Despite everything, Bugo continues to dance as he pleases
On February 7, 2020 it was published “Cristian Bugatti”the album by Bugo released in conjunction with his participation in the Sanremo festival that year. A participation that went down in history due to the disqualification caused by his adventure companion Morgan who changed the words of the text of “Sincere” – song with which the two were competing – therefore decreeing their exclusion. That can be considered the last album of unreleased songs by the musician born in Rho because the album released the following year, “Bugatti Cristian” (laws here is the review), was a re-edition with the addition of five previously unreleased songs. While waiting for the next record release of Bugo Let’s reread our review of “Cristian Bugatti”.
He wanted to be a singer of English songs, so no one would understand what he was saying. Being an alcoholic, destroying dressing rooms, dressing badly and always having a crisis. Instead, at the age of 46, Bugo arrived on the most institutional stage of Italian music, that of the Ariston Theatre, competing – for the first time – at the Sanremo Festival. An important milestone for the singer-songwriter from Lombardy (but Piedmontese by adoption), who arrived twenty years after his debut album “La prima gratita”.

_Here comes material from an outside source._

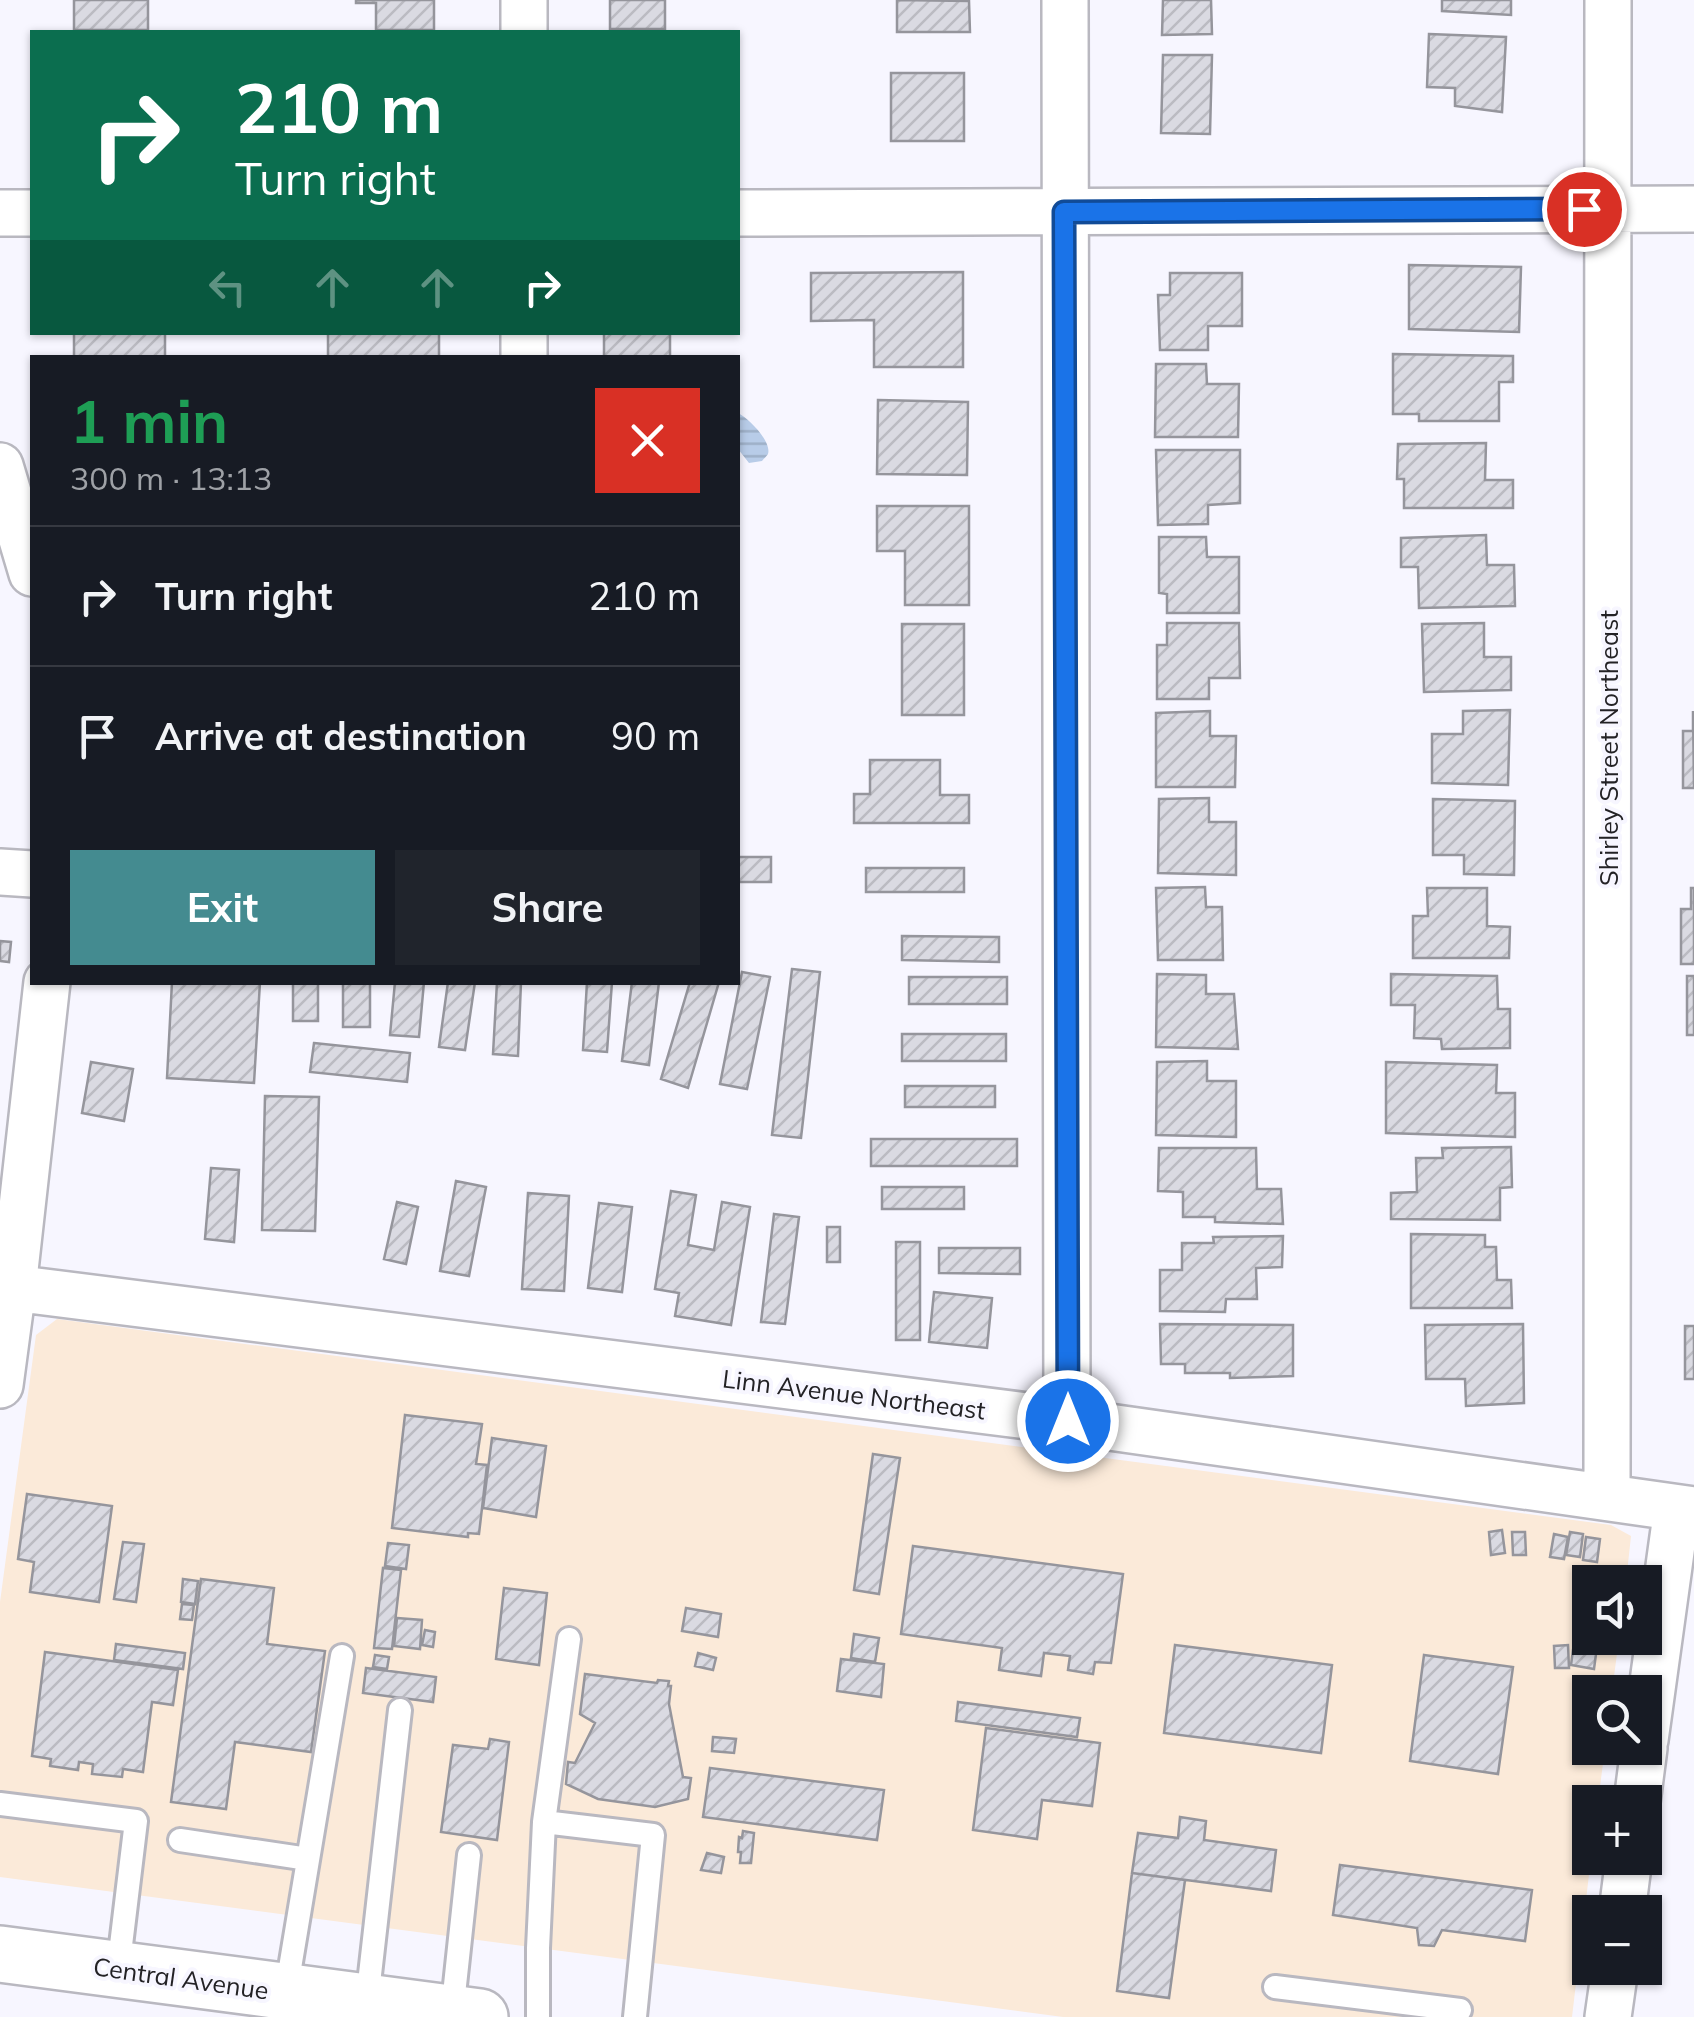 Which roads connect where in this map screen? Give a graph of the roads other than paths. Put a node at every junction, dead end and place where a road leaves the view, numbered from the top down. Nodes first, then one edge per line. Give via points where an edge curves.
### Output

We all know how it ended: the argument with Morgan, with whom Bugo had decided to share the Sanremo experience, took on the proportions of an artistic fratricide which caused the duo to be disqualified from the race. However, on the other hand, he allowed the voice of “Io mi rompo i coglioni” to gain that “mainstream” popularity that it didn’t have before the Festival, he who has always been considered the best-known exponent among the lesser-known of the Italian independent rock scene of 2000s. The twenty-year friendship with the former leader of Bluvertigo went to waste, while the partnership between the two on “Sincero” lives on in Bugo’s new album, simply titled “Cristian Bugatti” (this is his real name).
In the nine songs contained in the album, which comes four years after the previous “No scale to climb” and two years after the “RockBugo” collection, Bugatti tells the story of the mid-life crisis of a rocker like him, who left the province of Novara to pursue his dreams of rock’n’roll, passed through MTV (in the early 2000s, ending up there meant turning one’s career around) and to the upper floors of the majors’ offices (in 2002 “Dal lofai al cisei” was released, the first album for a multinational after the debut as an independent), returned to his rock origins when he understood that the “mainstream” was not for him, managed to set foot on the most famous stage of Italian “pop” music and there became – through no fault of his own – the protagonist of that circus that it’s the Sanremo Festival.
“Cristian Bugatti” sounds like a pop record.
A pop record like a record by Biagio Antonacci or Ermal Meta (with whom Bugo, in addition to sharing the label, duets in “Mi manca”). The production is by Simone Bertolotti and Andrea Bonomo, former collaborators of – among others – Marco Mengoni, Francesco Renga, Laura Pausini, Paola Turci and Giusy Ferreri, who helped the singer-songwriter to put aside the raw sounds of his previous works and to embrace rounder and straighter sounds, giving Bugo’s songs that touch of radio play that they didn’t have before. However, without giving up those who have always been the singer-songwriter’s main references, above all the Vasco of the 80s (“Stupido eh?”) and Battisti (who is also mentioned in “Un alieno”).
With the irony and sarcasm that have always characterized his writing, Bugo sings about his daily life: that of someone who, at almost fifty years old, comes out of his lair and tries to adapt to the world out there, between bizarre tweets, stories on Instagram with sunglasses (“As I seem to”), who goes to friends’ birthdays and talks about money and other people’s children (“Mi miss”), but who is basically better off lying on the sofa watching Festivalbar reruns and surfing about sadness with olives and champagne (“An Alien”). He will never be the singer of English songs that he dreamed of being when he recorded demos with his Quaxo – his first band – inspired by Nirvana, grunge and American rock, but he has finally entered “the right circle”. And despite everything, he continues to dance as he pleases.